What is expected: Only one number is wanted here: how many lines of the data hold "highway".

Material for the task:
--- START ---
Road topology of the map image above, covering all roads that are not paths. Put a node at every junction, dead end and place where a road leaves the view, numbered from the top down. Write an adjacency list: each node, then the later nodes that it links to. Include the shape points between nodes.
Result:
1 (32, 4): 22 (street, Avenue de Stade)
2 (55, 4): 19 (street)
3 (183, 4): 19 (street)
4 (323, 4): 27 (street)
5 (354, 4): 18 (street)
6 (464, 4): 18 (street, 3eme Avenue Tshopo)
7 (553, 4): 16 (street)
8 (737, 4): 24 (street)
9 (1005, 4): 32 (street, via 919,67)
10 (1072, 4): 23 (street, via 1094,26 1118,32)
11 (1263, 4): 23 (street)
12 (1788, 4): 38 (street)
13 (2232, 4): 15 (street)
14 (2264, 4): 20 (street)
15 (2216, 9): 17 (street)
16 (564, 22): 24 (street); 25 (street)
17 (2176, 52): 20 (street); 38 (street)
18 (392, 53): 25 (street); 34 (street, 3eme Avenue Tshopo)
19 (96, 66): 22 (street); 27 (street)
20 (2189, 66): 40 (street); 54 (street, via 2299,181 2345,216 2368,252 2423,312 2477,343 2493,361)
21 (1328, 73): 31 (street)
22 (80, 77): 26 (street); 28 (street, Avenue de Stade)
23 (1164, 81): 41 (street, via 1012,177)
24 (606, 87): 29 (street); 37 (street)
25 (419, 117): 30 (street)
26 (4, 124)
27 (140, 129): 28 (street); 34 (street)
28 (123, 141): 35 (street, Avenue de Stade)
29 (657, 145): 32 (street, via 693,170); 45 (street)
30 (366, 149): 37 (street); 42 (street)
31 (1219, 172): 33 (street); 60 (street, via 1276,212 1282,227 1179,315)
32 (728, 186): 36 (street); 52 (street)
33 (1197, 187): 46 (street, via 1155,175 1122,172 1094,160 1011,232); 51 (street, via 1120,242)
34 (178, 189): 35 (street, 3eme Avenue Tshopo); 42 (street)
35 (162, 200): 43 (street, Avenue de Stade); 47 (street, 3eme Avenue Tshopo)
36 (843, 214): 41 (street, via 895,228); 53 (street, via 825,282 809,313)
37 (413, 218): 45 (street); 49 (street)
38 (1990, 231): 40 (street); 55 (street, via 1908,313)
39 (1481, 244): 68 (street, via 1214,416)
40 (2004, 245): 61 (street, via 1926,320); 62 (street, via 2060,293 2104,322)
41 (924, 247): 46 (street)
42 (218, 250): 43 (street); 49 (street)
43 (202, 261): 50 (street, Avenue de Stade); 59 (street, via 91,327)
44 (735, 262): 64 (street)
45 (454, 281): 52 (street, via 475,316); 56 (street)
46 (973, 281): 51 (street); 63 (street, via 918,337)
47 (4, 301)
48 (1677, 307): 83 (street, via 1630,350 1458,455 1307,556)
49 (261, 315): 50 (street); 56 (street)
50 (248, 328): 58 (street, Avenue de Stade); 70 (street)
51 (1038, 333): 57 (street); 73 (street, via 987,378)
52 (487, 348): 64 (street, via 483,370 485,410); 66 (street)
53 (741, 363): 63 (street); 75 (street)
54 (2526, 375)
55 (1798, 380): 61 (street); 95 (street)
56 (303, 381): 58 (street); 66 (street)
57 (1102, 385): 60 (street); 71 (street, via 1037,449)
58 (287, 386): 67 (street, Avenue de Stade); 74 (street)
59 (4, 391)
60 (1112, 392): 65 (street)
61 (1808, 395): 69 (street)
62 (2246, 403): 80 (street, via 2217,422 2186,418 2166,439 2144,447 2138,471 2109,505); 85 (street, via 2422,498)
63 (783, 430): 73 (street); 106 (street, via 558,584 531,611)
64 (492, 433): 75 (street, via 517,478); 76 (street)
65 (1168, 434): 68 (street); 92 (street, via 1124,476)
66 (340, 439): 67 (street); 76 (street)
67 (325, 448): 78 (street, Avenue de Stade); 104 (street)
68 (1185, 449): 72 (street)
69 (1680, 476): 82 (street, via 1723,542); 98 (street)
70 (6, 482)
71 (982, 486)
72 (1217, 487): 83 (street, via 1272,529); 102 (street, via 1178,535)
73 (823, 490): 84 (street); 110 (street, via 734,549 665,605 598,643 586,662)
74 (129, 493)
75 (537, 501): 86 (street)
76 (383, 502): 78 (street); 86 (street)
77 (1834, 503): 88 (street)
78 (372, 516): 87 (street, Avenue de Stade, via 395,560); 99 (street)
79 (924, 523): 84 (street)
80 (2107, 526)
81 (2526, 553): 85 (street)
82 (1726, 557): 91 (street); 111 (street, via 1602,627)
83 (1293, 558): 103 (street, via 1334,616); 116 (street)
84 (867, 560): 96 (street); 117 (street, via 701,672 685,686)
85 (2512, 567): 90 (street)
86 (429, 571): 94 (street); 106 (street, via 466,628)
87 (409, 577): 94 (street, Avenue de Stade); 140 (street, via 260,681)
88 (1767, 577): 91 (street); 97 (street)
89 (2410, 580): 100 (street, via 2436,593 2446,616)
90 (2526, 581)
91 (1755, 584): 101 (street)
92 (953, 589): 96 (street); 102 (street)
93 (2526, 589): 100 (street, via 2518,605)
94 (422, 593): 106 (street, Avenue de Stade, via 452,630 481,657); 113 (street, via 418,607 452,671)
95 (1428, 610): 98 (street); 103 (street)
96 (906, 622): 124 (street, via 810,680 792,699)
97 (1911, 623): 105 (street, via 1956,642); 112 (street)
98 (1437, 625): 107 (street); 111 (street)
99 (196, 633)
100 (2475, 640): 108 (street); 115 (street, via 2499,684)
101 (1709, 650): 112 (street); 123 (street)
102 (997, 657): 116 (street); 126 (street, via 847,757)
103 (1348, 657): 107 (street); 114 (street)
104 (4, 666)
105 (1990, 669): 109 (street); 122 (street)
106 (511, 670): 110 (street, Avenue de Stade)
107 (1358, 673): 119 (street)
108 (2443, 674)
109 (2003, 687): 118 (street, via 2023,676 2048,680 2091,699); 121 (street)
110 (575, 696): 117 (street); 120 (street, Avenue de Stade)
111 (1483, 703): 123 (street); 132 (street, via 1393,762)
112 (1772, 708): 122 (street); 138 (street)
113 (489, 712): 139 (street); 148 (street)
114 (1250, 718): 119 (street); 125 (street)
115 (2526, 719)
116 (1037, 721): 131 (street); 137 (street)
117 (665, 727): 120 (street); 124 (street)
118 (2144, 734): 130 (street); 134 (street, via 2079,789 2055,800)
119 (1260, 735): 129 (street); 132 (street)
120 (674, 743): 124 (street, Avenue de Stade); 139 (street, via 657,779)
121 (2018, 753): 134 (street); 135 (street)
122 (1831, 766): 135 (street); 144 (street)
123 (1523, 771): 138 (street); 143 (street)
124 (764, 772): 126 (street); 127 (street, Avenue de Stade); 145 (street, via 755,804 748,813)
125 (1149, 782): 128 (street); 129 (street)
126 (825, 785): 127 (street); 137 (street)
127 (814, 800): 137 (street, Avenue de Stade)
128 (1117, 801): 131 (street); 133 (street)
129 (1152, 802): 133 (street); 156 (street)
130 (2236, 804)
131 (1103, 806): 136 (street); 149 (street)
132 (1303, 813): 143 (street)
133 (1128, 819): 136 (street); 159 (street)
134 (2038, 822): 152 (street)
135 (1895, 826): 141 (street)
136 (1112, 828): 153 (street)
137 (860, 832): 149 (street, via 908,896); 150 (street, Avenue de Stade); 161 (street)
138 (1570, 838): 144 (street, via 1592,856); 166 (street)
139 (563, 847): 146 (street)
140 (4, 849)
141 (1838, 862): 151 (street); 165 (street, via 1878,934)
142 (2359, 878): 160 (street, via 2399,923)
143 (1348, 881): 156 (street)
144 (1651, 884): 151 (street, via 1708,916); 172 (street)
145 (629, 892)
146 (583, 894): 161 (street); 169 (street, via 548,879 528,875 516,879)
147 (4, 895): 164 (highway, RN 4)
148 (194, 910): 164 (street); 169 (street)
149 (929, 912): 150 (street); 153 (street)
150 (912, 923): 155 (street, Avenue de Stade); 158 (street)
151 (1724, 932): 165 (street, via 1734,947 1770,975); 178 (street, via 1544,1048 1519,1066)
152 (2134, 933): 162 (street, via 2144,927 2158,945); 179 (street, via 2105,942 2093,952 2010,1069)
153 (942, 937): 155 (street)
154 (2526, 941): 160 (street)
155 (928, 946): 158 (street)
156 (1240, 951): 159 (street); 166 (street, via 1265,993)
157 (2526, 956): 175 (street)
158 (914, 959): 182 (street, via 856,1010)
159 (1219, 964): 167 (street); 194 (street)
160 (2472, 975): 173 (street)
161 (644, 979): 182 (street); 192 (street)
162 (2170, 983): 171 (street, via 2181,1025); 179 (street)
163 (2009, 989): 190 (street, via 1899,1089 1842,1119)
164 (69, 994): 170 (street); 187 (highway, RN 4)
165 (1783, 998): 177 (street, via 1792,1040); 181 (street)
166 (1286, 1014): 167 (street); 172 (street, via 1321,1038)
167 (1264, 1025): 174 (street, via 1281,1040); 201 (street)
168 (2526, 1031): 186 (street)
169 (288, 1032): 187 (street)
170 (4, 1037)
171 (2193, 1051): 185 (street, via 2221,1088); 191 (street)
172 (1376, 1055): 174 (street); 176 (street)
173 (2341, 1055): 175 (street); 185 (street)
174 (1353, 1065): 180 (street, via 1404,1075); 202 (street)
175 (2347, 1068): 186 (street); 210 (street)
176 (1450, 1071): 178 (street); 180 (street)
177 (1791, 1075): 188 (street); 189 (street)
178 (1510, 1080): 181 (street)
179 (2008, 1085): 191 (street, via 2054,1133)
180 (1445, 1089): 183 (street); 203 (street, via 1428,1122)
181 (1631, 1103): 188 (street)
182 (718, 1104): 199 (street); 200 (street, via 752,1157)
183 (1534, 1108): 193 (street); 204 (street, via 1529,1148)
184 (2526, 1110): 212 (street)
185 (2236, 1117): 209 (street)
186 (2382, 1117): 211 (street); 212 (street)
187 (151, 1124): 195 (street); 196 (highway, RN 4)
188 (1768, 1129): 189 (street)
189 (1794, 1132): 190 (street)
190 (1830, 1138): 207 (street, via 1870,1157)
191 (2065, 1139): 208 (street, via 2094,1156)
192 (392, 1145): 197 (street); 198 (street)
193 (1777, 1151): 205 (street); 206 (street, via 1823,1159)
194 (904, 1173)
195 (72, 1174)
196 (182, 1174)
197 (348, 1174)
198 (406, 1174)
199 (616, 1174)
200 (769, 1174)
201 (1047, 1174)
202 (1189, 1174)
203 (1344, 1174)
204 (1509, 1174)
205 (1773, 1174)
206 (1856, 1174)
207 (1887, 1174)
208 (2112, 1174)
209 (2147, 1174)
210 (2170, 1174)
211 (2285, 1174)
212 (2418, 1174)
--- END ---
Exercise result: 3